Entropy: From Steam Engines to Black Holes and Quantum Computers
by Sean Hartnoll
Tuesday 7th Nov, 5pm
Boys Smith Room
The notion of entropy was invented in the aftermath of the Industrial Revolution to describe the fact that heat engines could never be perfectly efficient. The irreversible generation of entropy was later understood to occur because everyday macroscopic objects are made up of very many small molecules whose microscopic motion is so complicated that we cannot hope to harness their energy in a useful way. This idea of “inaccessible energy” underpinned Hawking and Bekenstein’s calculation of the entropy of a black hole in the 1970’s: stuff inside a black hole is unknowable to an external observer. As things fall into a black hole it grows, and this is the growth of our ignorance and of entropy. I will describe how, over the past half century, black holes have come to be understood as highly quantum mechanical steam engines. As part of this process, the mathematics of black holes has fed into exciting developments in the seemingly unrelated field of quantum entanglement and quantum computation.

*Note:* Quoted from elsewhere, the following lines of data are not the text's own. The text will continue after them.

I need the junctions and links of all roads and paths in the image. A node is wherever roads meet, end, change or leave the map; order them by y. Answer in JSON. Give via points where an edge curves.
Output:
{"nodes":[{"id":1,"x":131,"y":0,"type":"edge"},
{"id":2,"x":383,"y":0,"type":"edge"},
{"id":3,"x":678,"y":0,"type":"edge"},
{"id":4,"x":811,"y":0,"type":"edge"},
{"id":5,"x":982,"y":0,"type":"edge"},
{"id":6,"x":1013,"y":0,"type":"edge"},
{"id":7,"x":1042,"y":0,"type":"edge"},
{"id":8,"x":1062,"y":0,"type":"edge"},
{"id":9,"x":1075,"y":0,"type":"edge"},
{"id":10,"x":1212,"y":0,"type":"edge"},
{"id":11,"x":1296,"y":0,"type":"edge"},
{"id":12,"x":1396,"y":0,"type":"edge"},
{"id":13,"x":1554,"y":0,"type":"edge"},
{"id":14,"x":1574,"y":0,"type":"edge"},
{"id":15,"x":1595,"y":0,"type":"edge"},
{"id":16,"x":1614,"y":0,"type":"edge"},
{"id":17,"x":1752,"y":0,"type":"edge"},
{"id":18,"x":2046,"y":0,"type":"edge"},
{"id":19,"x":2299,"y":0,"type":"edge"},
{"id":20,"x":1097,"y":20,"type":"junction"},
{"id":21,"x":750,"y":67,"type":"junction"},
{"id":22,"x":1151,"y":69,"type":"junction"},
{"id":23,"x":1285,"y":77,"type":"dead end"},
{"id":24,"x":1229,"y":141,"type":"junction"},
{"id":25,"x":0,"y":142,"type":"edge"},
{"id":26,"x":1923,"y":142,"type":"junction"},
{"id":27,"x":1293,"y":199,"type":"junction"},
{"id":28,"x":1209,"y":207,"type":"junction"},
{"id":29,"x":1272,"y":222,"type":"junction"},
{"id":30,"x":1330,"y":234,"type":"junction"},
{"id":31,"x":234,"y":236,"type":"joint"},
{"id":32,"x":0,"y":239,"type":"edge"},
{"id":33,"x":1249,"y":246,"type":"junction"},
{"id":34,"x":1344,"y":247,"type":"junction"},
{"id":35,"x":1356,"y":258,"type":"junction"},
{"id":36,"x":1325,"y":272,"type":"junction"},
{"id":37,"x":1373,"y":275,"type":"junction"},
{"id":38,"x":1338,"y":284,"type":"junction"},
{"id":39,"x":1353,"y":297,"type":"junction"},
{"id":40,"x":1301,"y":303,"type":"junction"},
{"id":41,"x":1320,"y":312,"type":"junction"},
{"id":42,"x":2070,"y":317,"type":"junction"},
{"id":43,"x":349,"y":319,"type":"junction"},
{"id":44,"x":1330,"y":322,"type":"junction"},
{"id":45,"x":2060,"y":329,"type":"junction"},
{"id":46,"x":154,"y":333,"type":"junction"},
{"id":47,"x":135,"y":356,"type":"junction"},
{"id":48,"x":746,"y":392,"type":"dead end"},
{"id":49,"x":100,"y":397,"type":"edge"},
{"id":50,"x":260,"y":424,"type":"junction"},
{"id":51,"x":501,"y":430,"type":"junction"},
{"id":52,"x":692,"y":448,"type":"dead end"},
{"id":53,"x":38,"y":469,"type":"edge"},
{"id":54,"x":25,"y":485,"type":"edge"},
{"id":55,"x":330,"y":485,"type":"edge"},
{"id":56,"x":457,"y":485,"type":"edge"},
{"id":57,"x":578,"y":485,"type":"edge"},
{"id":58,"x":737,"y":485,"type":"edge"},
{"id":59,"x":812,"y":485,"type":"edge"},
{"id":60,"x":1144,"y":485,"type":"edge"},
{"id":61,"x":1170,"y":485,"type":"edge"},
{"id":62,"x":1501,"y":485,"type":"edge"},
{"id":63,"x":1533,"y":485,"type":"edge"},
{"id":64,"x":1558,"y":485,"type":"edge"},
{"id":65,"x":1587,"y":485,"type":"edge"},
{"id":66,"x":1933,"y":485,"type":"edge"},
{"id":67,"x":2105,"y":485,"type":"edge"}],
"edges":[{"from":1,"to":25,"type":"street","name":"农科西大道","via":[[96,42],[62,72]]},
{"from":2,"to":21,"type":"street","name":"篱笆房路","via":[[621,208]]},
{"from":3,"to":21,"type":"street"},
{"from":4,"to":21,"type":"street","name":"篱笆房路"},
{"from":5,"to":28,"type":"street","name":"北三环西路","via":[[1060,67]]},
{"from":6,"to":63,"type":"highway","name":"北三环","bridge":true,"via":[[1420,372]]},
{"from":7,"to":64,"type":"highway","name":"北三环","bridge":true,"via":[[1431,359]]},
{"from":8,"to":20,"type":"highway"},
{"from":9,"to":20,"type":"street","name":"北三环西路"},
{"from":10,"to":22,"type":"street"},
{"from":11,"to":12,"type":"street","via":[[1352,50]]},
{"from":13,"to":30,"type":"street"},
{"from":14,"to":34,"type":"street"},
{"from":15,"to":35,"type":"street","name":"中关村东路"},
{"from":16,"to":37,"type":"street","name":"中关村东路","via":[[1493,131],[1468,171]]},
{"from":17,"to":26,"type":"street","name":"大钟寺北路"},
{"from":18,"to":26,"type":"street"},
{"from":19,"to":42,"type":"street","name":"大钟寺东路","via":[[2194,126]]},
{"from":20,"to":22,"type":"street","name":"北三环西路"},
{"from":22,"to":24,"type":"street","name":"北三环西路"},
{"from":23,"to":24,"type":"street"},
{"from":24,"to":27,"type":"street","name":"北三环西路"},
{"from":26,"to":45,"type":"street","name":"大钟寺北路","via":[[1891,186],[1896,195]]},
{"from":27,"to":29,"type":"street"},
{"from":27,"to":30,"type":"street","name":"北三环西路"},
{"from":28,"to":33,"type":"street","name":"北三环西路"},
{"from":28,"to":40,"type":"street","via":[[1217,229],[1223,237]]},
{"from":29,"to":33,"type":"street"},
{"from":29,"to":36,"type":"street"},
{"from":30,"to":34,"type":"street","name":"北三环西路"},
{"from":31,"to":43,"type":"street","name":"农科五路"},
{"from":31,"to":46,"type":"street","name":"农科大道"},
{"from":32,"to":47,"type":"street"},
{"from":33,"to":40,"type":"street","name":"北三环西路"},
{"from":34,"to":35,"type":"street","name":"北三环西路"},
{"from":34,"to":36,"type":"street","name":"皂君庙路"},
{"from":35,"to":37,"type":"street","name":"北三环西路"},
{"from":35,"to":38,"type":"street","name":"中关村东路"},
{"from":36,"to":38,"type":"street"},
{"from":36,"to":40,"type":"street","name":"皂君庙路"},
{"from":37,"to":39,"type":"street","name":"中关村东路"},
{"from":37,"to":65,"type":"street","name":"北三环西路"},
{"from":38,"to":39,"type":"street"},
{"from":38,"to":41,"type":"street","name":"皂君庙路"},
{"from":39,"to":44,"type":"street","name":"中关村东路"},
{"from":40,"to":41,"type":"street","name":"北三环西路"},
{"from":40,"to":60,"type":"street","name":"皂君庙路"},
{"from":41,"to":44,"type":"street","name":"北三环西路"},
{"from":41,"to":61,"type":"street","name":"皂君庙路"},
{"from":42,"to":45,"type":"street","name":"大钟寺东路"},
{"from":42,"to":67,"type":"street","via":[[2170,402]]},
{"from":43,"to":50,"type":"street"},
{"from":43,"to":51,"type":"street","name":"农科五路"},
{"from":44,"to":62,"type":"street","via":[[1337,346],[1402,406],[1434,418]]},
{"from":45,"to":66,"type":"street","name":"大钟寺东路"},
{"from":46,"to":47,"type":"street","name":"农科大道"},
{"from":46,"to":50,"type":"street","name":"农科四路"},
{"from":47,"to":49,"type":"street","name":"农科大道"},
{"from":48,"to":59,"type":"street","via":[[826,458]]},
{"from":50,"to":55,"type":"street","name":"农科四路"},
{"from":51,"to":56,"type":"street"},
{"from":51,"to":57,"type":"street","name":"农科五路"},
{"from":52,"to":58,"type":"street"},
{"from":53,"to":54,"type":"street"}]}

About the Speaker: Prof Hartnoll has been DAMTP Professor of Mathematical Physics since 2021. His research lies in the intersection of high energy, gravitational, and condensed matter physics.
Categorification
by Prof Jack Smith
Tuesday 31st Oct, 5.30pm
Castlereagh Room
A surprisingly common phenomenon in mathematics is that sometimes a problem gets easier to understand if you make it harder. One fruitful way to do this is to add extra structure to the objects involved: a process known as categorification. In this talk, I will discuss some examples of categorification in action, some familiar and others related to current research problems.
The Importance of Beautiful Equations: the Life and Work of Paul
Dirac
by Prof Peter Goddard CBE FRS
Tuesday 17th Oct, 5pm
Boys Smith Room
In his PhD thesis, Paul Dirac established the fundamentals of quantum mechanics. Son after he predicted the existence of antimatter and won a Nobel Prize when he was just 31. Although famously taciturn, he was a close friend on Werner Heisenberg and Robert Oppenheimer. He described St Jon’s as the central point of his life. The talk will give an account of the life and work of the man whom Niels Bohr described as having the greatest scientific mind since Newton.
About the Speaker: Prof Goddard is a mathematical physicist who was Master of St John’s from 1994 to 2004. He was formerly Director of the Institute of Advanced Study at Princeton and is currently an Emeritus Professor in the School of Natural Sciences at Cambridge. His interests lie mainly in string theory and conformal field theory, to which he contributed the Goddard–Thorn theorem, among many others.